Saturday, April 7, 2018

Bach's Johannespassion (Part 3: the mystery of the choir)


In the past two articles I wrote on Bach's Johannespassion, I referred to the dual role of the choir (Part 1 and Part 2).
"The pain that accompanies the joy, borne of Christ's suffering, becomes our own pain, the people's pain, the choir's pain, as the choir plays the part of Christ's followers and indeed all humankind." 
"The choir itself has two roles -- to sing to God as Christians, and to reenact the passion as a mob, as Jews." 
"I find the structure of the work fascinating in the way it moves back and forth between different characters, arias, recitative and the chimerical choir."
The choir of this oratorio sings three kinds of music:
1. Chorales sung from the point of view of Christ's followers today; these chorales open and close the work, are not taken from the Gospel according to John but from Bach's contemporaries, to include from the works of Barthold Heinrich Brockes, an early Enlightenment (!) poet. Example:

2. Interjections as part of the drama of Christ's betrayal and execution, with the choir in the role of the Jewish people of Jerusalem. This is known as a turba. The choir's singing here is never longer than a few lines, and comprise the piece's highest dramatic tension. Indeed, without them the entire work would lose a great deal of its cruelty, its force, its passion. Example:

3. Rarely, the choir partakes in an aria sung by a soloist. The only instance of this in the Johannespassion is the bass aria "Mein teurer Heiland, laß dich fragen". The question that the soloist is asking: Savior, am I made free from death by your own death? Has your suffering redeemed the whole of the world? The bass sings that Christ's answer, his affirmation, comes from his silence, his bowed head. The choir's role is to sing with near-whispering gentleness behind the melody: Jesus, you who have died are now immortal. May I never turn to anyone but to you in my hour of need [death], you who expiates my sins.

Have a listen:


An uncircumventable aside: If you are reading the above lyrics -- which in their way form the central paradox of Christianity, much as just about every aria from this work does -- and can understand them solely as nice-sounding clauses of a contract that you as a non-believer never signed, then I can only ask you to pair the text with the music, listen to them, and to attempt to conceive of their meaning (their truth) to pious Christians. I ask this not because I want you to convert to a faith that I myself don't even follow, but because I want to share the good news that Bach's music is the only link I have in my age and experience to the potential truth of any religion, and specifically to the promise of Christ's love. Neither paintings nor arguments nor good deeds convince me. I adhere to the default atheism of my time, anchored though I am in some sort of antiquated, aesthetecized reverence. It is only when I listen to Bach's music that I 'feel' religious, not simply moved or touched or inspired or spiritual, but religious, a mortal devotee of a sacred faith.

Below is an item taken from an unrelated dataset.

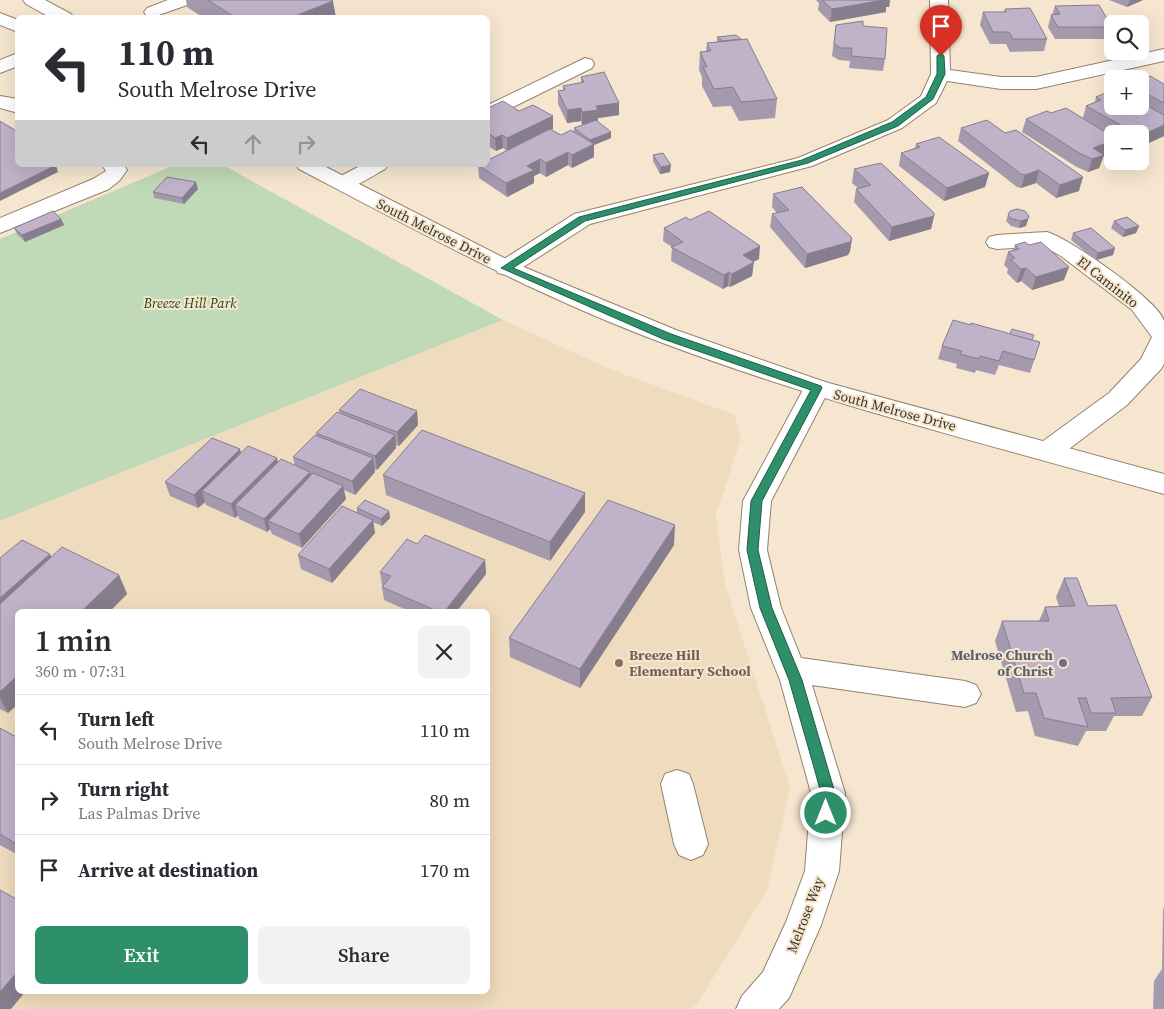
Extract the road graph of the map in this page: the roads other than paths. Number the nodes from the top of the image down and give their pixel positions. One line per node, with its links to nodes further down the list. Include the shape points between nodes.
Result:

It is fair to ask whether, in the case of the Johannespassion's power over me, this is most directly the result of the choir's role(s) in both 

  • portraying the erstwhile enemies of Christ as actors on a stage,
  • and returning to the present to affirm in song their adherence to him as modern Christians. 
In mediating between the past and the present, in giving us such a vividly unified representation of our human ugliness towards the beautiful (the mob, mocking a suffering man) and of our capacity for loving devotion, the choir embodies the promise of our reconciliation with God through prayers to Christ for his intercession. If the choir itself has a Manichaean identity, its message is wholly optimalist: our human failures, as long as we emulate Christ, will be redeemed, and our suffering will be replaced by our admission into paradise. Bach was a composer whose choirs sing these failures mournfully, sing the emulation lovingly, the redemption reverently, sing of Christ's suffering instead of our own, and sing of paradise with all of the joy that music can muster.